The day started bad. Weather had rolled in overnight and had filled the valley with low clouds and misty rain. My destinations to the south were not reporting weather over the HF radio either, which was usually a bad sign.
I’d arrived at the airport at my normal time of 5:30am to do my pre-flight inspection hoping for a 6am take off. By the time I was done preparing for my flight day, it was clear that I wasn’t going anywhere anytime soon.
Sipping my coffee at 7:30am I discussed options for getting any flights done with another pilot. Neither of us were sure anything was going to happen that day. But by 8am, we were both off the ground to see what we could do.
The Baliem valley where we live tends to have ground fog in the mornings, but improves significantly by mid-morning. Once the airport is open, normally the weather stays good throughout the rest of the day. I had no idea how thankful I would be for that later that day.

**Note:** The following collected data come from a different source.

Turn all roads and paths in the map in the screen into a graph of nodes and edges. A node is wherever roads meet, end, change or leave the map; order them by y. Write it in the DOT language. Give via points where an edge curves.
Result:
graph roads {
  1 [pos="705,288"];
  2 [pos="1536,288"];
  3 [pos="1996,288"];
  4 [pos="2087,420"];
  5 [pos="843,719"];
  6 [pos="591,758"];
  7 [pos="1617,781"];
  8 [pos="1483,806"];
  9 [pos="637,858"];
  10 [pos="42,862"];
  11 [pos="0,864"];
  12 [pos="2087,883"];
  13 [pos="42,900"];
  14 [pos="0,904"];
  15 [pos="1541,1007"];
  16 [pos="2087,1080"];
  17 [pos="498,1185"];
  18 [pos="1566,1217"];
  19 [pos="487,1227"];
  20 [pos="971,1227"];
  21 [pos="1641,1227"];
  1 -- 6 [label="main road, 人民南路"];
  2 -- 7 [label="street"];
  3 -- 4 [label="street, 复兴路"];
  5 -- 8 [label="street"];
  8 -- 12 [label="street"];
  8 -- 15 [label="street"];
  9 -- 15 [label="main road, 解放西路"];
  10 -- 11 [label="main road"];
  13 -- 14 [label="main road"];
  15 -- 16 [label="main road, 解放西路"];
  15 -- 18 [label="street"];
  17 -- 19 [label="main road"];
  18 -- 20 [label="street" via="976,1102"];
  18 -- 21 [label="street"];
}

On my first flight, I attempted to fly to Holuwon, a small airstrip just 25 miles away, but outside of the Baliem valley and on the southern side of the mountains. The short 20 minute flight became nearly an hour as I searched and searched for a way to get to Holuwon, and then worked just as hard getting home without having landed anywhere. The route to Holuwon was sufficiently open, but haze, thin clouds, and rain made it difficult to see and to have adequate safety margins for turning around and going back. It was a rough flight, and I was physically and mentally tired after landing back in Wamena.
By 11am I was ready to go home for the day, but our flight scheduler cornered me. I had been scheduled to fly to Mulia that day to meet another MAF plane and bring some folks back to Wamena. You must go to Mulia and get them, he said to me.
Must. What a powerful word. I’ll be honest. I buckled. At 1:30 pm I lifted off the ground and flew to Mulia getting 25 minutes of hard instrument flying at 13,500′ on a 40 minute flight in the mountains. I had been told must and I had accepted it.
The passengers were grateful. They were even gracious and understanding at my lateness. The 45 minute return flight was just as bad. The turbulence was light, but solid IMC for nearly 30 minutes was unnerving.
I was watching the time, airports close at 5pm in Papua, and if I couldn’t land in Wamena, I would not be able to make it in time to an airfield with an instrument approach. Fuel was getting low. I had my reserves, but they couldn’t actually get me to any viable approaches and be able to fly a full procedure. The outside air temperature was right at the freezing point. I was already at 14,000′ could not climb any more to avoid icing with passengers on board, nor could I descend to warmer temperatures since I was on a IFR route in the mountains. The pressure was mounting.
The relief I felt when I finally broke out of the clouds just ten miles from home was palpable. I arrived in Wamena at nearly 4:30pm. I’d made it. After I’d had some time to calm down from the stressful day, I began to reflect back on what had transpired.
Why had I taken that flight? What had possessed me to leave so late in the day with such bad weather? It was outside pressure. I’d given away my PIC privilege because someone had used the word must. I had let someone else, someone who was not a pilot, who was not personally invested in surviving the flight decide for me if I should fly.
I’d made it, and I got lots of thanks from my passengers and co-workers. I even got called Pilot Hebat or amazing pilot by our local employees. But I knew deep down I’d really screwed up. I’d given away my PIC authority because of the word must and I regretted it. It’d turned out alright this time, but I promised myself that I’d try to never do that again.
Have you given away your PIC authority to outside pressure? Have you forgotten who is in charge of your airplane like I did? What happened?